Nanoteknoloji ile İlgili Temel Kavramlar
Nanoteknoloji, fonksiyonel sistemlerin moleküler ölçekte mühendisliğidir. Bu, güncel çalışmayı ve daha gelişmiş kavramları içerir. Orijinal anlamıyla nanoteknoloji, bugün tam ve yüksek performanslı ürünler yapmak için geliştirilen araçlar ve teknikleri kullanarak maddeleri aşağıdan yukarıya oluşturmada tahmini gücü ifade eder.

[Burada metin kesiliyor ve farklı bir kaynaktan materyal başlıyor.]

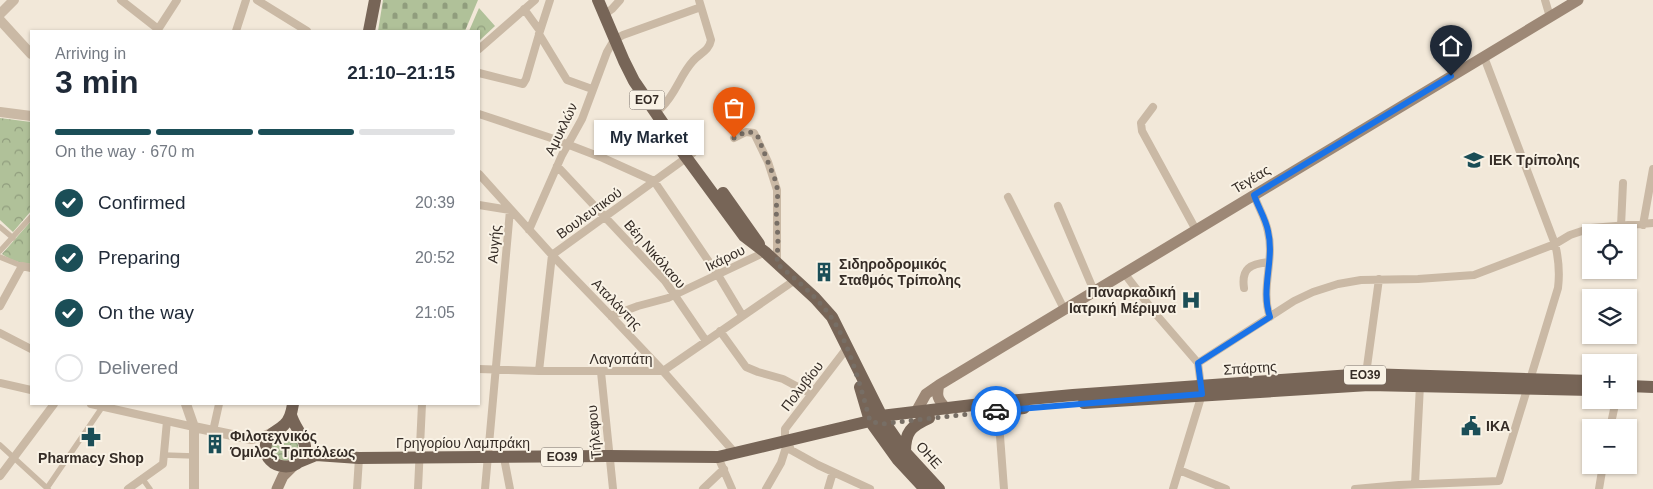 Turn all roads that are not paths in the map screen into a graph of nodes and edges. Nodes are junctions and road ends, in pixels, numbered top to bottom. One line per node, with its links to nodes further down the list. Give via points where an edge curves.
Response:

Bir nanometre (nm), metrenin milyarda biri, ya da 10-9 katıdır. Tipik karbon-karbon bağ uzunluğu, ya da bir moleküldeki atomların arasındaki boşluk 0.12–0.15 nm arasında değişiklik gösterir, ve bir DNA çift sarmalı yaklaşık 2 nm çapa sahiptir. Diğer yandan, en küçük hücresel yaşam formları, Mikoplazma familyasının bakterileri, yaklaşık 200 nm uzunluğundadır. Genel kabul ile, ABD’deki National Nanotechnology Initiative tarafından kullanılan tanımın ardınca nanoteknoloji 1’den 100’e ölçü aralığı olarak alınmaktadır. Daha düşük limit atomların boyutu tarafından belirlenmektedir (hidrojen, yaklaşık bir nm çapın çeyreği kadar olan en küçük atomlara sahiptir.) çünkü nanoteknoloji aygıtlarını atom ve moleküllerden inşa etmek zorundadır. Üst limit aşağı yukarı rastlantısal ama yaklaşık olarak daha geniş yapılarda gözlemlenmeyen olayların belirgin hale gelmeye başladığı ve nano aygıtta yararlanılabildiği boyuttur. Bu yeni olaylar, nanoteknolojiyi eşdeğer makroskobik aygıtın sadece küçültülmüş versiyonları olan aygıtlardan farklı kılar. Böyle aygıtlar daha büyük ölçektedir ve mikroteknoloji tanımı altındadır.
Bu ölçeği başka bir bağlama koyarsak, bir nanometrenin boyutunun bir metreye oranı bir bilyenin boyutunun dünyaya oranıyla aynıdır. Diğer bir deyişle, bir nanometre ortalama bir adamın tıraş makinesini yüzüne yaklaştırdığı zamanda uzayan sakal miktarıdır.
Nanoteknolojide iki ana yaklaşım kullanılmaktadır. “Aşağıdan yukarı” yaklaşımında; aygıt ve materyaller, moleküler tanıma ilkeleri ile kendilerini kimyasal olarak bir araya getiren moleküler bileşenlerden oluşturulur. “Yukarıdan aşağı” yaklaşımında, nano-nesneler atomik-düzey kontrolü olmayan daha büyük oluşumlardan oluşturulur.
Nanoelektronik, nanomekanik, nanofotonik ve nanoiyonik gibi fizik alanları, nanoteknolojinin temel bilimsel kurulumunun sağlanması için son birkaç on yıllık periyotlarda oluşmuştur.